Amitriptyline functionally antagonizes cardiac H2 histamine receptors in transgenic mice and human atria

Joachim Neumann  1 Maximilian Benedikt Binter  1 Charlotte Fehse  1 Margaréta Marušáková  1   2 Maren Luise Büxel  1 Uwe Kirchhefer  3 Britt Hofmann  4 Ulrich Gergs  5
Affiliations

Amitriptyline functionally antagonizes cardiac H2 histamine receptors in transgenic mice and human atria

Joachim Neumann et al.
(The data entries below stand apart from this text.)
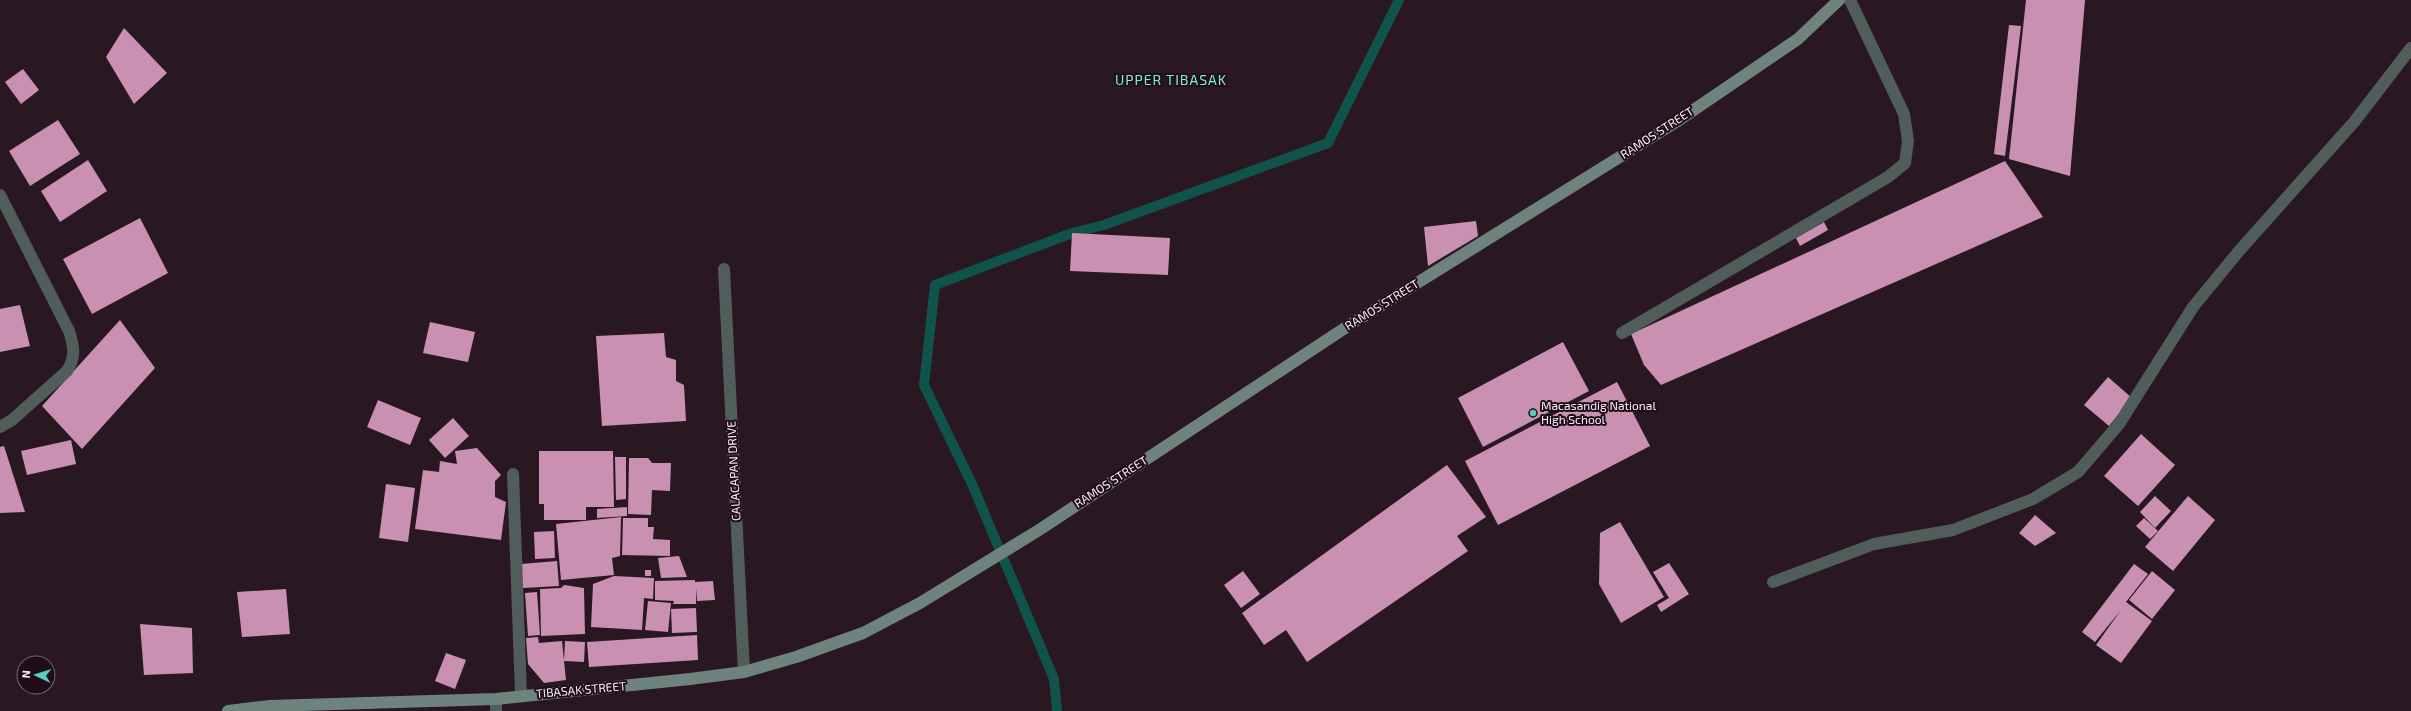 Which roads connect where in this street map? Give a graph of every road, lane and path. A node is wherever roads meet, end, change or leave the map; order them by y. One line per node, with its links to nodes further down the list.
1 (1839, 0): 10 (street, RAMOS STREET)
2 (1850, 0): 6 (street)
3 (2411, 48): 9 (street)
4 (0, 195): 7 (street)
5 (724, 270): 11 (street, CALACAPAN DRIVE)
6 (1622, 333)
7 (0, 427)
8 (514, 474): 12 (street)
9 (1773, 582)
10 (920, 602): 11 (street, TIBASAK STREET)
11 (744, 672): 12 (street, TIBASAK STREET)
12 (521, 695): 13 (street, TIBASAK STREET)
13 (496, 699): 14 (street, TIBASAK STREET); 15 (street)
14 (228, 711)
15 (496, 711)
Naunyn Schmiedebergs Arch Pharmacol. 2021 Jun.

Abstract

We have previously shown that histamine (2-(1H-imidazol-4-yl)ethanamine) exerted concentration-dependent positive inotropic effects (PIE) or positive chronotropic effects (PCE) on isolated left and right atria, respectively, of transgenic (H2R-TG) mice that overexpress the human H2 histamine receptor (H2R) in the heart; however, the effects were not seen in their wild-type (WT) littermates. Amitriptyline, which is still a highly prescribed antidepressant drug, was reported to act as antagonist on H2Rs. Here, we wanted to determine whether the histamine effects in H2R-TG were antagonized by amitriptyline. Contractile studies were performed on isolated left and right atrial preparations, isolated perfused hearts from H2R-TG and WT mice and human atrial preparations. Amitriptyline shifted the concentration-dependent PIE of histamine (1 nM-10 μM) to higher concentrations (rightward shift) in left atrial preparations from H2R-TG. Similarly, in isolated perfused hearts from H2R-TG and WT mice, histamine increased the contractile parameters and the phosphorylation state of phospholamban (PLB) at serine 16 in the H2R-TG mice, but not in the WT mice. However, the increases in contractility and PLB phosphorylation were attenuated by the addition of amitriptyline in perfused hearts from H2R-TG. In isolated electrically stimulated human atria, the PIE of histamine that was applied in increasing concentrations from 1 nM to 10 μM was reduced by 10-μM amitriptyline. In summary, we present functional evidence that amitriptyline also acts as an antagonist of contractility at H2Rs in H2R-TG mouse hearts and in the human heart which might in part explain the side effects of amitriptyline.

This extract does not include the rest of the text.